Aim of the exercise -> Report all lines from the entries below in which "nodes" appears.

BEGIN Extracted information

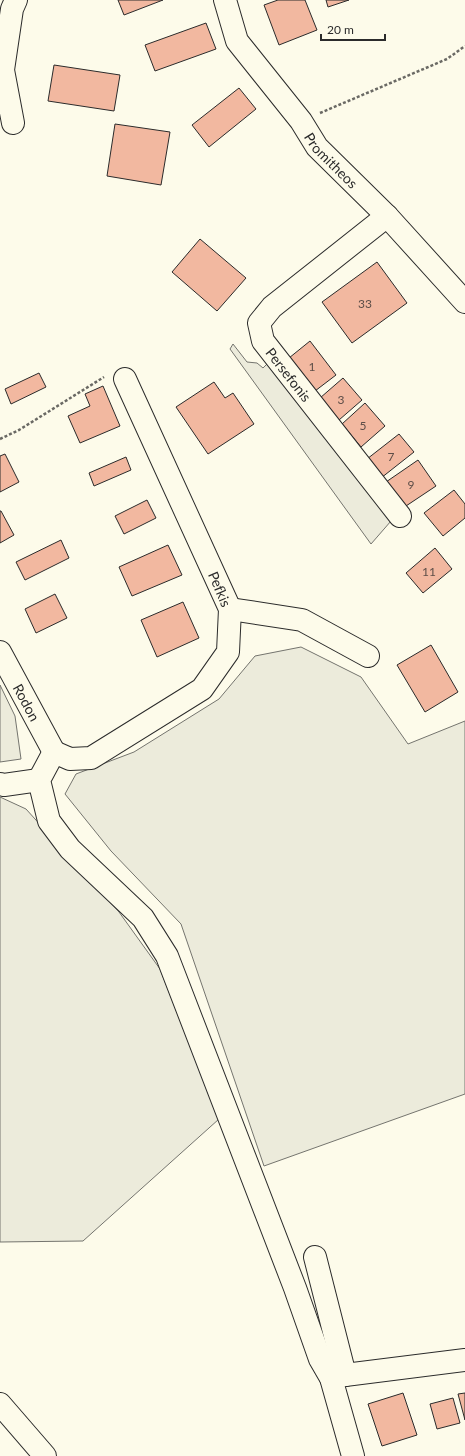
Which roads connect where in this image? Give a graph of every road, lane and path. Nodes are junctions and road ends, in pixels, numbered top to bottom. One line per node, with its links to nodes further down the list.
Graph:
1 (225, 0): 4 (street, Promitheos)
2 (9, 4): 5 (street)
3 (465, 46): 4 (path)
4 (301, 121): 6 (street, Promitheos)
5 (13, 123)
6 (387, 216): 7 (street, Promitheos); 10 (street, Persefonis)
7 (465, 302)
8 (125, 379): 9 (path); 11 (street, Pefkis)
9 (0, 439)
10 (400, 516)
11 (230, 609): 13 (street); 14 (street, Pefkis)
12 (0, 652): 14 (street, Rodon)
13 (368, 656)
14 (54, 752): 15 (street)
15 (39, 780): 16 (street); 19 (street)
16 (0, 784)
17 (315, 1257): 19 (street)
18 (465, 1360): 19 (street)
19 (338, 1376): 22 (street)
20 (0, 1404): 21 (street)
21 (45, 1456)
22 (353, 1456)

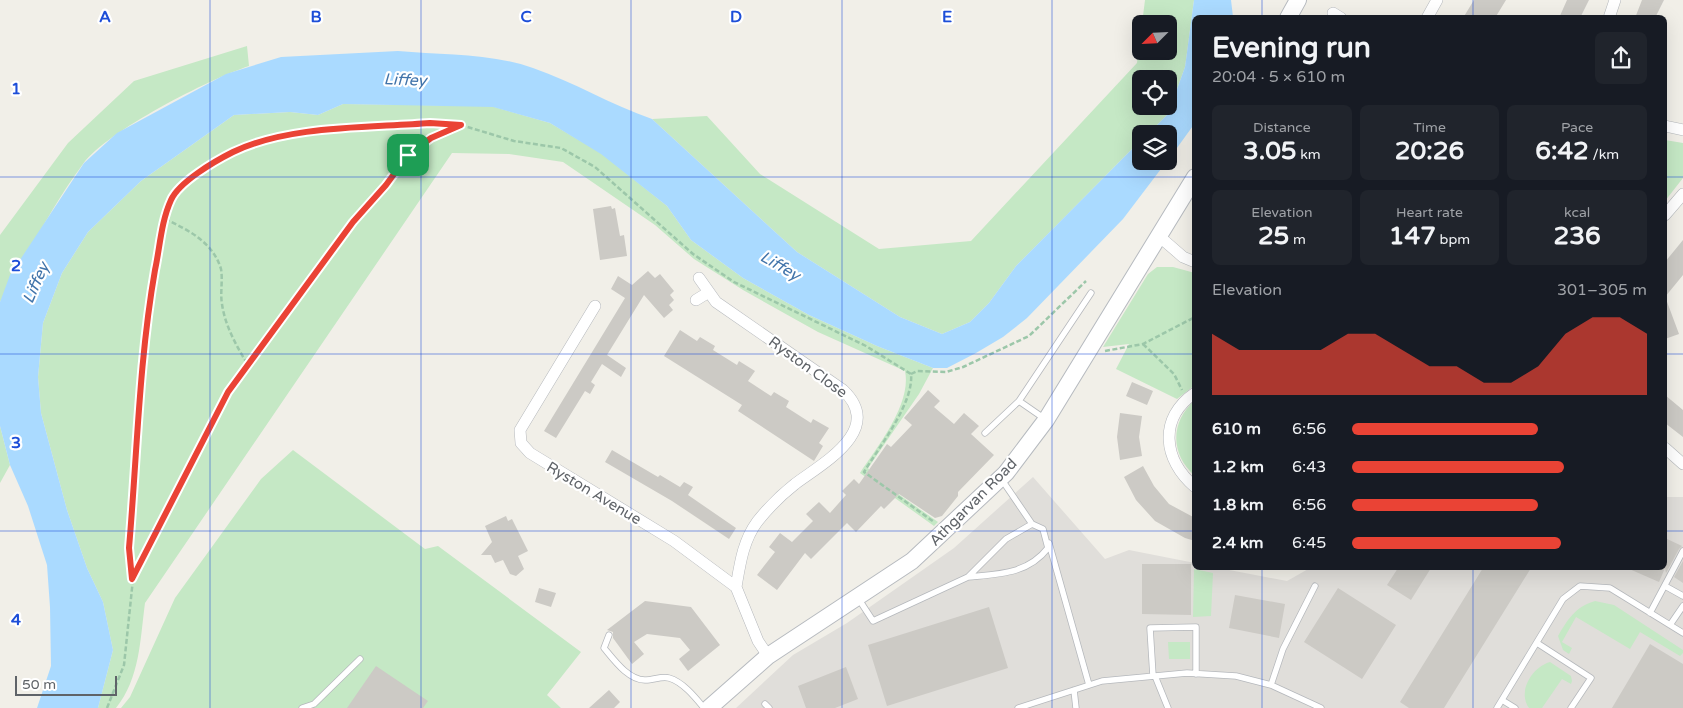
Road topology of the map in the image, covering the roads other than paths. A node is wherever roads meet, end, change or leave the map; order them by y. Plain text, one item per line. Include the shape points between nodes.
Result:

END Extracted information

Solution to this problem ->
Which roads connect where in this image? Give a graph of every road, lane and path. Nodes are junctions and road ends, in pixels, numbered top to bottom. One line per node, with its links to nodes further down the list.
Road topology of the map in the image, covering the roads other than paths. A node is wherever roads meet, end, change or leave the map; order them by y. Plain text, one item per line. Include the shape points between nodes.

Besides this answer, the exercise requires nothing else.